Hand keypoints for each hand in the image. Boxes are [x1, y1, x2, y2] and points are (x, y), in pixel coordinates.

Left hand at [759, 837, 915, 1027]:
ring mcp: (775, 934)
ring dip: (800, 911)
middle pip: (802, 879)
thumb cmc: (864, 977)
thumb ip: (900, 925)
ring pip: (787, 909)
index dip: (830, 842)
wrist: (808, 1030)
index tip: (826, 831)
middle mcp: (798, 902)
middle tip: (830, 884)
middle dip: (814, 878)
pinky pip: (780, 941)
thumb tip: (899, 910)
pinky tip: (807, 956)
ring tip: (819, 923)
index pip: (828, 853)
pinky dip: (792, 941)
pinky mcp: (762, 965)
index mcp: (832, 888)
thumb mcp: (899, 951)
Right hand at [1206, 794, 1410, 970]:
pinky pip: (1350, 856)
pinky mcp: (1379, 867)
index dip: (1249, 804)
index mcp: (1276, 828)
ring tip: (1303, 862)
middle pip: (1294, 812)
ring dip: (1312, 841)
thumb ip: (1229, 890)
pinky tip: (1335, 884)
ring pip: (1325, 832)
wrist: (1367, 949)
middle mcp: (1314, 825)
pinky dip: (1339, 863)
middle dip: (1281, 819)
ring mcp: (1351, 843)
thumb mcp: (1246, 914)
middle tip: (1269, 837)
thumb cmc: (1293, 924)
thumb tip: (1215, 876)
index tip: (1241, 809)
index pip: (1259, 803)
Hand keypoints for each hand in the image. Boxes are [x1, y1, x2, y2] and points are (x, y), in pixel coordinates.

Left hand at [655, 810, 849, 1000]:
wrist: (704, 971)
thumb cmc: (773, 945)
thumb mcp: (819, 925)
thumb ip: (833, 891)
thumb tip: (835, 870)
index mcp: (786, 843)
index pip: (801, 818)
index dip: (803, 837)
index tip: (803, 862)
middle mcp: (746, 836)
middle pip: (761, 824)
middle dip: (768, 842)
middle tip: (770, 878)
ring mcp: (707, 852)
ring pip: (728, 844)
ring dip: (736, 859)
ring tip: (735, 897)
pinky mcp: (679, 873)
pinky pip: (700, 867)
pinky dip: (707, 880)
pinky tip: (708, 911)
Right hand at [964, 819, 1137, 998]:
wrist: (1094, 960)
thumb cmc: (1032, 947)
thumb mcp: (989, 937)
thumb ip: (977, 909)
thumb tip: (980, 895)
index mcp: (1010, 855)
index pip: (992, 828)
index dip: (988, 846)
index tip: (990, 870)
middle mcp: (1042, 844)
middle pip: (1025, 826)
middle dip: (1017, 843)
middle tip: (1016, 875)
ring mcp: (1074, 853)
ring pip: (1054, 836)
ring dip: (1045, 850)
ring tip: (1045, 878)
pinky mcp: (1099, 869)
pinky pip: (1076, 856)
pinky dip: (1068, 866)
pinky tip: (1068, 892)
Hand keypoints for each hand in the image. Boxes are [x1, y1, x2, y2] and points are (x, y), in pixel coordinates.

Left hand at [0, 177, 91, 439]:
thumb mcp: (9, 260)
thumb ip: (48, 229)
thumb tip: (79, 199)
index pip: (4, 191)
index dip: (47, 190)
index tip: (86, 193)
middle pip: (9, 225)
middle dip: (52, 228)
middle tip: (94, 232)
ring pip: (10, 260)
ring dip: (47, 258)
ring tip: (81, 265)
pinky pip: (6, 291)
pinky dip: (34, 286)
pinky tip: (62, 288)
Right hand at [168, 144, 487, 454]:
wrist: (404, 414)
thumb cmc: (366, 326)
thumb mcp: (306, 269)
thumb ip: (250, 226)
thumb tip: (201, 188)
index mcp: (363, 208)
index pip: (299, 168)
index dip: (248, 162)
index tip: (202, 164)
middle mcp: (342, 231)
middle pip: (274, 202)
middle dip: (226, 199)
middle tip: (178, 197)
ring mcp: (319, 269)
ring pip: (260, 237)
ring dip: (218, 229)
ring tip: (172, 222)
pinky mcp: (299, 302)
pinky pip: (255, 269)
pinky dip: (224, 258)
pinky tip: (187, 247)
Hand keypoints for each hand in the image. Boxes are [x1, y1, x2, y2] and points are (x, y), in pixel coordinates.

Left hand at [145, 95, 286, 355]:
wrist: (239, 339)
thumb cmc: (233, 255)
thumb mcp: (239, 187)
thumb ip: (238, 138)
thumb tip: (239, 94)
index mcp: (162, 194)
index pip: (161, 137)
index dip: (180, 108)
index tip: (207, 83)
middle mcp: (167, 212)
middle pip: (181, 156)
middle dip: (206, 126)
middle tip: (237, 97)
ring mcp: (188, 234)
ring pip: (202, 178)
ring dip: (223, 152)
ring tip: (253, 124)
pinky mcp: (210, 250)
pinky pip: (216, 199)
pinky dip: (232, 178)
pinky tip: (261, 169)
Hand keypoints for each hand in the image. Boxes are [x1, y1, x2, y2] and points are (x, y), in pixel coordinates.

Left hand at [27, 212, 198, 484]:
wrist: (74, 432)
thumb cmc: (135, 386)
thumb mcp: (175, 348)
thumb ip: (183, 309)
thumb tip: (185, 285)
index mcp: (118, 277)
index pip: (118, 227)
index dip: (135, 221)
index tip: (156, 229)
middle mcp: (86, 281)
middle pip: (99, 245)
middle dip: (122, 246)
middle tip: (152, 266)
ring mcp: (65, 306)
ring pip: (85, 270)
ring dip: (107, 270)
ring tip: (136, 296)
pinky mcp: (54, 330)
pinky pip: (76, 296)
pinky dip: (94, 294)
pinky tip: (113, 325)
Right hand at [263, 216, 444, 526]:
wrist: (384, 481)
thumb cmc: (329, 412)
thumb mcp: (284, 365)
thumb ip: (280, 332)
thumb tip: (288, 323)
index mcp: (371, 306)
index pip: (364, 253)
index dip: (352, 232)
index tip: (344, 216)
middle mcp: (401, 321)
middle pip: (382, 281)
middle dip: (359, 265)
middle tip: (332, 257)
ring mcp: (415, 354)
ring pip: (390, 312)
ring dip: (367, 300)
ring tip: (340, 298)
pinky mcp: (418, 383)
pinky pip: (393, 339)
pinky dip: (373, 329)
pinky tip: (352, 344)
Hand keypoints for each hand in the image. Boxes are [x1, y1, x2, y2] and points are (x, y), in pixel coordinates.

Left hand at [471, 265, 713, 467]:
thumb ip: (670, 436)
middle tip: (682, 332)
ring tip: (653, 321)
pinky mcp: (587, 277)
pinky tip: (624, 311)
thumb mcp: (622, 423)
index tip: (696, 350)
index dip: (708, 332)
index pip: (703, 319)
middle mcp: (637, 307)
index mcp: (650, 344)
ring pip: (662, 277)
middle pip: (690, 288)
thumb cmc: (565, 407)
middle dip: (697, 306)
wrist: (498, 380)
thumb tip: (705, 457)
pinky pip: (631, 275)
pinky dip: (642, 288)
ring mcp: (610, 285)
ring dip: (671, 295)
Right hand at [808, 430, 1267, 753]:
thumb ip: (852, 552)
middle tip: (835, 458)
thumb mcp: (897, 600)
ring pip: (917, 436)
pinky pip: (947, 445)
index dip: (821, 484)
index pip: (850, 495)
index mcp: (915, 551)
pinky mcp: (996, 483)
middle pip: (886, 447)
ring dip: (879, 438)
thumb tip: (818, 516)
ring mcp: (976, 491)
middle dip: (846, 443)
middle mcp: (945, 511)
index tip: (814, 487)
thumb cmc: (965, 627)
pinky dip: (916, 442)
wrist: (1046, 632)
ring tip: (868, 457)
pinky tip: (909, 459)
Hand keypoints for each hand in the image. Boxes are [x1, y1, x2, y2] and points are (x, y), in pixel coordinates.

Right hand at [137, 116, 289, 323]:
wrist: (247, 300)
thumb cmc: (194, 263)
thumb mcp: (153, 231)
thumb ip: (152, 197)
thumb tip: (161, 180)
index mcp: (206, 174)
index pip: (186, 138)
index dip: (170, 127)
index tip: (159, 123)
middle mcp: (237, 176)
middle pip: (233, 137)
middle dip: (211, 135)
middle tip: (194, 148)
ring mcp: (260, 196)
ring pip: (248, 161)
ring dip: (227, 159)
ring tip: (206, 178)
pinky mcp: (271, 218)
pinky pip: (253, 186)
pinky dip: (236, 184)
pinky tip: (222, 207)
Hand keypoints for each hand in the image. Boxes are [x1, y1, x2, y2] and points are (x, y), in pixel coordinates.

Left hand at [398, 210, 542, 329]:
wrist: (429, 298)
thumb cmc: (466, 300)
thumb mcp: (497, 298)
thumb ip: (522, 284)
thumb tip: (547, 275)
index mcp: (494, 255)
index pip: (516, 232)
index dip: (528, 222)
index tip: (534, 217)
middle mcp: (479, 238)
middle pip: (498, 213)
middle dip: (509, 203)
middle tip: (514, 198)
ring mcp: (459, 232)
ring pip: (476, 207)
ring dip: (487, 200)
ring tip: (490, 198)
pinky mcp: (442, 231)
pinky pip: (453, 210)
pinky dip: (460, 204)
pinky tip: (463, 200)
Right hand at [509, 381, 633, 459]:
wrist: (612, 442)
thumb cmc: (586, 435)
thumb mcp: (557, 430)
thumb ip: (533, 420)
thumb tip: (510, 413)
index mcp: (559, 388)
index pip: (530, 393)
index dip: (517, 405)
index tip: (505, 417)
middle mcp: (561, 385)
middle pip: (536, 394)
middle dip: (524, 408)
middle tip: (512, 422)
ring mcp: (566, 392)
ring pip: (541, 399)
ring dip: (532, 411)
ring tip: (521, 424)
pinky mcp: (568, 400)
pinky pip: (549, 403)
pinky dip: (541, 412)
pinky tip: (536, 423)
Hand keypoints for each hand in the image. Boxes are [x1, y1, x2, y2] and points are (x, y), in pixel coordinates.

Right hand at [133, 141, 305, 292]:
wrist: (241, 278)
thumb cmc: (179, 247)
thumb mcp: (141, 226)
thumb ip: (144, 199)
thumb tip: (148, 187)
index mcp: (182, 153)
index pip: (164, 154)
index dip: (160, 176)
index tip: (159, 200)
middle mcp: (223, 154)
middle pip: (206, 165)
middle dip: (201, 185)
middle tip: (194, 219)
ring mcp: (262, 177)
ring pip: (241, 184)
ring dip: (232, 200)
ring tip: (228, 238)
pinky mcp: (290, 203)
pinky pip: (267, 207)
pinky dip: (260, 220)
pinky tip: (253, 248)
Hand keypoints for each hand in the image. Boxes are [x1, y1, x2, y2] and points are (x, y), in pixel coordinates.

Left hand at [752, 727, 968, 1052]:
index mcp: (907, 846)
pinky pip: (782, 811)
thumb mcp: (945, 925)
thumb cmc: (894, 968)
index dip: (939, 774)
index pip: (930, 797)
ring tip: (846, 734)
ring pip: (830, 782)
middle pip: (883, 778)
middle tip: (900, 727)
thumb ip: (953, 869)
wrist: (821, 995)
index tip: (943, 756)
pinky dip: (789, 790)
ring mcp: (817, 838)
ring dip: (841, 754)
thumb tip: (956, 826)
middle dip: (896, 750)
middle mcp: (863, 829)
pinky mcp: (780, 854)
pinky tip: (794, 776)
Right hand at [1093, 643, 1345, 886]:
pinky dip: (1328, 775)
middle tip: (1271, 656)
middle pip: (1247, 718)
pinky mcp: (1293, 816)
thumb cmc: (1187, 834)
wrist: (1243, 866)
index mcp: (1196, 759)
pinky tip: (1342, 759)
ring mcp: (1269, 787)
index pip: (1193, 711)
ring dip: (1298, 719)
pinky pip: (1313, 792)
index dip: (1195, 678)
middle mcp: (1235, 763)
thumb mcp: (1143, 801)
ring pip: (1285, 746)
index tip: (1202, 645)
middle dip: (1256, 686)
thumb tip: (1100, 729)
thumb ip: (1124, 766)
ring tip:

******************************

** WHAT TO DO **
What is needed is a copy of every line above in which "Right" appears.

** RESULT OF THE EXERCISE **
Right hand at [1206, 794, 1410, 970]:
Right hand at [964, 819, 1137, 998]:
Right hand at [168, 144, 487, 454]:
Right hand at [263, 216, 444, 526]:
Right hand at [808, 430, 1267, 753]:
Right hand at [137, 116, 289, 323]:
Right hand at [509, 381, 633, 459]:
Right hand at [133, 141, 305, 292]:
Right hand at [1093, 643, 1345, 886]:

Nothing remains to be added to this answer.